Considering every line below, count those with the word "Center" and give only the result.

> [DATASET EXTRACT]:
⁂

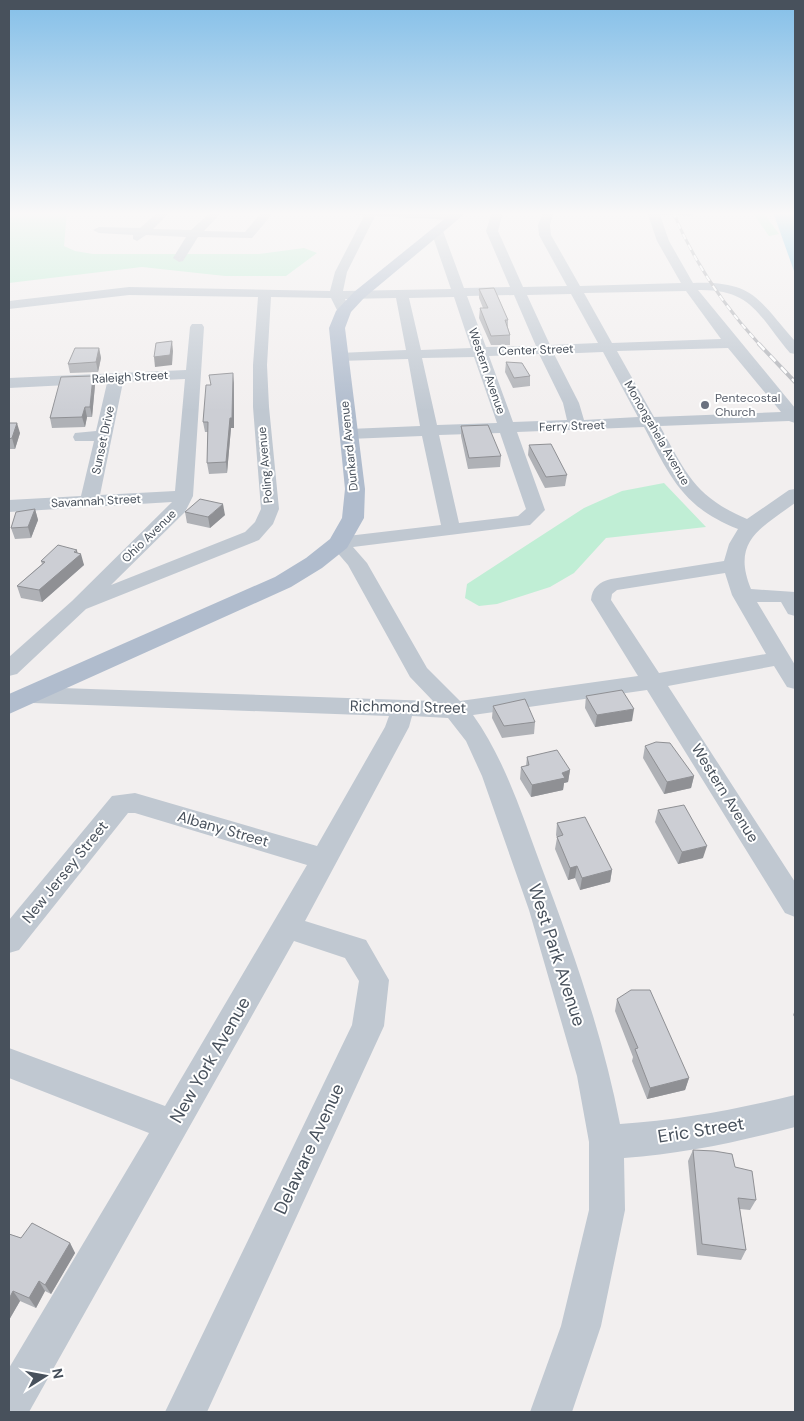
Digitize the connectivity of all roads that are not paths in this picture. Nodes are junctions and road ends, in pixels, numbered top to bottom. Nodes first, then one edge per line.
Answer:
1 (168, 278) edge
2 (341, 278) edge
3 (380, 278) edge
4 (455, 278) edge
5 (513, 278) edge
6 (570, 278) edge
7 (686, 278) edge
8 (690, 285) junction
9 (109, 287) junction
10 (576, 289) junction
11 (518, 290) junction
12 (460, 292) junction
13 (265, 293) junction
14 (402, 294) junction
15 (9, 295) edge
16 (359, 295) junction
17 (340, 303) junction
18 (9, 306) edge
19 (197, 327) dead end
20 (733, 343) junction
21 (608, 347) junction
22 (545, 350) junction
23 (795, 350) edge
24 (480, 352) junction
25 (416, 354) junction
26 (338, 357) junction
27 (192, 374) junction
28 (116, 378) junction
29 (9, 382) edge
30 (795, 417) edge
31 (651, 423) junction
32 (577, 426) junction
33 (506, 428) junction
34 (431, 431) junction
35 (349, 434) junction
36 (104, 436) junction
37 (81, 437) dead end
38 (184, 496) junction
39 (794, 496) edge
40 (89, 502) junction
41 (9, 506) edge
42 (750, 527) junction
43 (452, 529) junction
44 (339, 543) junction
45 (734, 566) junction
46 (742, 595) junction
47 (79, 605) junction
48 (795, 610) edge
49 (780, 658) junction
50 (9, 669) edge
51 (652, 682) junction
52 (795, 682) edge
53 (33, 695) junction
54 (9, 705) edge
55 (403, 708) junction
56 (456, 710) junction
57 (121, 803) joint
58 (324, 859) junction
59 (795, 905) edge
60 (287, 927) junction
61 (9, 941) edge
62 (9, 1063) edge
63 (795, 1111) edge
64 (172, 1125) junction
65 (606, 1142) junction
66 (14, 1407) edge
67 (186, 1412) edge
68 (551, 1412) edge

1 - 9 street
2 - 17 street
3 - 16 main road, Dunkard Avenue
4 - 12 street, Western Avenue
5 - 11 street
6 - 10 street, Monongahela Avenue
7 - 8 street
8 - 10 street
8 - 20 street
8 - 23 street
9 - 13 street
9 - 15 street
9 - 18 street
10 - 11 street
10 - 21 street, Monongahela Avenue
11 - 12 street
11 - 22 street
12 - 14 street
12 - 24 street, Western Avenue
13 - 17 street
13 - 47 street, Poling Avenue
14 - 16 street
14 - 25 street
16 - 17 main road, Dunkard Avenue
17 - 26 main road, Dunkard Avenue
19 - 27 street, Ohio Avenue
20 - 21 street, Center Street
20 - 30 street
21 - 22 street, Center Street
21 - 31 street, Monongahela Avenue
22 - 24 street, Center Street
22 - 32 street
24 - 25 street, Center Street
24 - 33 street, Western Avenue
25 - 26 street, Center Street
25 - 34 street
26 - 35 main road, Dunkard Avenue
27 - 28 street, Raleigh Street
27 - 38 street, Ohio Avenue
28 - 29 street, Raleigh Street
28 - 36 street, Sunset Drive
30 - 31 street, Ferry Street
31 - 32 street, Ferry Street
31 - 42 street, Monongahela Avenue
32 - 33 street, Ferry Street
33 - 34 street, Ferry Street
33 - 43 street, Western Avenue
34 - 35 street, Ferry Street
34 - 43 street
35 - 44 main road, Dunkard Avenue
36 - 37 street
36 - 40 street, Sunset Drive
38 - 40 street, Savannah Street
38 - 47 street, Ohio Avenue
39 - 42 street
40 - 41 street, Savannah Street
42 - 45 street
43 - 44 street
44 - 53 main road, Dunkard Avenue
44 - 56 street, West Park Avenue
45 - 46 street
45 - 51 street, Western Avenue
46 - 48 street
46 - 49 street
47 - 50 street, Ohio Avenue
49 - 51 street, Richmond Street
49 - 52 street
51 - 56 street, Richmond Street
51 - 59 street, Western Avenue
53 - 54 main road, Dunkard Avenue
53 - 55 street, Richmond Street
55 - 56 street, Richmond Street
55 - 58 street, New York Avenue
56 - 65 street, West Park Avenue
57 - 58 street, Albany Street
57 - 61 street, New Jersey Street
58 - 60 street, New York Avenue
60 - 64 street, New York Avenue
60 - 67 street, Delaware Avenue
62 - 64 street
63 - 65 street, Eric Street
64 - 66 street, New York Avenue
65 - 68 street, West Park Avenue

⁂

> [ANSWER TO THIS EXERCISE]: 5